Using a queue architecture means we don't need NoSQL's speed advantages, while still benefiting from SQL's powerful querying capabilities.

Designing basic version of Simple Notification System

Scalable Notification System

For making our system scalable we can decouple the notification request submission, processing, and delivery. We can make this separation through a queue architecture.

When it comes to scaling the system, we need certain queuing mechanism so that we don’t do millions of queries per sec on our db. Databases can’t offer such high throughput. Most popular queuing system is Apache Kafka and second most popular is RabbitMQ.

It allows our system to handle increasing loads efficiently, especially during peak usage.

We can configure our queuing systems for At-minimum-once processing or Single delivery guarantee to meet our requirements.

Why Kafka?

Although RabbitMQ provides support for message prioritization, but due to need of higher throughput for our system, we can choose Kafka over RabbitMQ. Kafka follows a pull based approach so we have to make our consumers more smart and priority aware.

Also compromising a bit on modularity as Kafka offers coupled pub/sub model.
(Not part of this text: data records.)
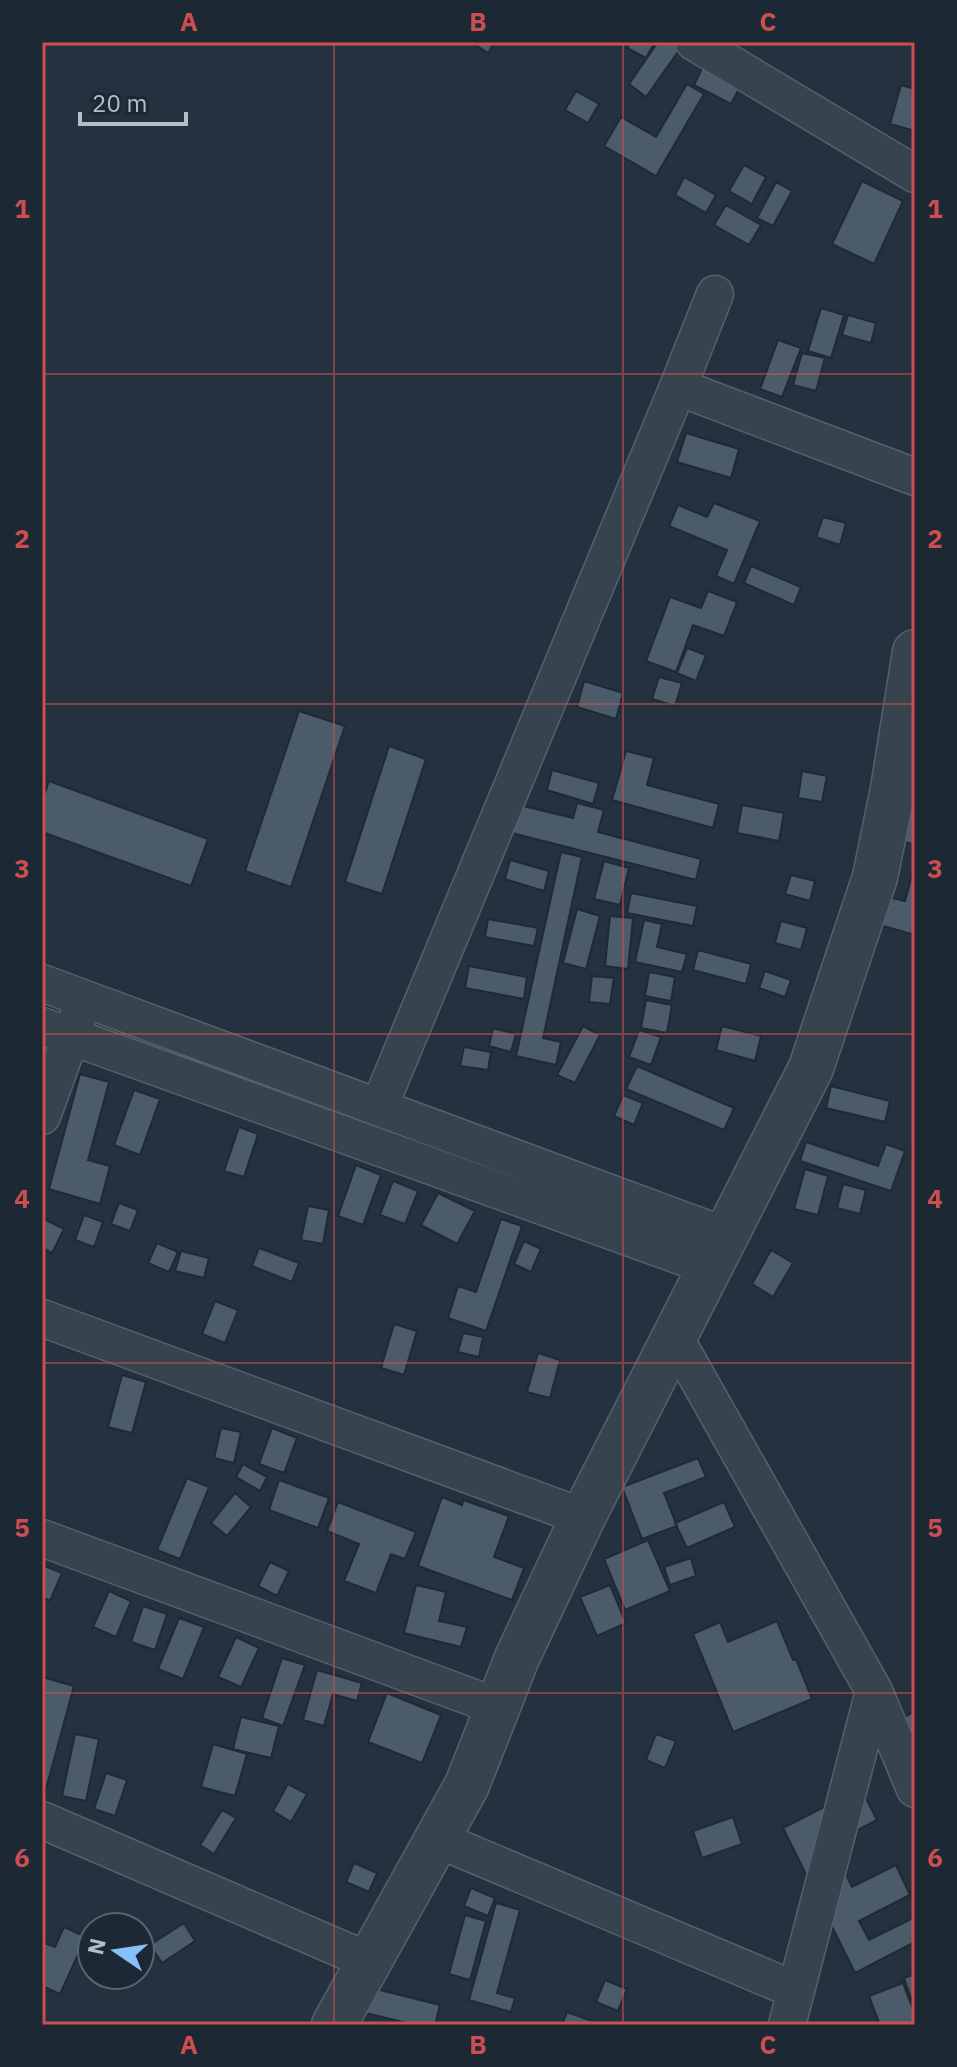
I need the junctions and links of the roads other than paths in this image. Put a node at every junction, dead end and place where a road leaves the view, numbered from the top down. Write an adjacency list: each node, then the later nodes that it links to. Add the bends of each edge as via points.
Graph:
1 (694, 42): 2 (street)
2 (915, 174)
3 (715, 294): 4 (street)
4 (678, 387): 5 (street); 10 (street)
5 (915, 477)
6 (915, 652): 12 (street, via 875,877 811,1068)
7 (42, 983): 8 (street)
8 (85, 998): 9 (street); 10 (street)
9 (56, 1032): 11 (street); 12 (street)
10 (379, 1107): 12 (street)
11 (42, 1116)
12 (719, 1252): 14 (street)
13 (42, 1318): 15 (street)
14 (675, 1338): 15 (street); 17 (street)
15 (583, 1517): 18 (street)
16 (42, 1538): 18 (street)
17 (874, 1691): 19 (street); 23 (street)
18 (498, 1707): 21 (street, via 467,1785)
19 (915, 1789)
20 (42, 1820): 22 (street)
21 (437, 1839): 22 (street); 23 (street)
22 (369, 1961): 24 (street)
23 (795, 1990): 25 (street)
24 (334, 2025)
25 (787, 2025)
Using RabbitMQ we can make system more modular.

Another reason to choose Kafka is that it supports streaming model using which we can implement a more robust logging and monitoring system. Plus, Kafka is most popular, more powerful and has out of the box support by spring.

Why Redis?

For our simple Key-Value Cache Store, Redis was the ideal choice due to its quick setup and availability as a managed solution. In contrast, Memcached requires manual setup and configuration, adding unnecessary overhead for a straightforward use case. Redis also provides additional flexibility and features, making it a more robust option.

Send-Notification Request

Any external system can hit the POST endpoint /send-notification and generate a notification request. Two sample notification requests, one with template and other without using a message template:

{
    "notificationPriority": -1,
    "channels": ["email", "sms", "push"],
    "recipient": {
        "userId": "1"
    },
    "content": {
        "usingTemplates": true,
        "templateName":"Trending Nearby",
        "placeholders":{
            "name":"Puneet",
            "location":"Noida"
        },
        "message":"",
        "emailSubject": "Trending in your location",
        "emailAttachments": ["<https://example.com/image.jpg>"],
        "pushNotification": {
            "title": "Trending in your location",
            "action": {
                "url": "<https://example.com/trending>"
            }
        }
    }
}
{
    "notificationPriority": 1,
    "channels": ["email", "sms"],
    "recipient": {
        "userId": "2"
    },
    "content": {
        "usingTemplates": false,
        "templateName":"",
        "placeholders":{},
        "message":"We are missing you.",
        "emailSubject": "Missing you dear",
        "emailAttachments": [],
        "pushNotification": {
            "title": "Missing you so much!",
            "action": {
                "url": "<https://example.com/home>"
            }
        }
    }
}

Assigning priority

  • Either you specify a priority in request, 1,2 or 3 with 1 being High priority, 2 being medium and 3 being lowest priority.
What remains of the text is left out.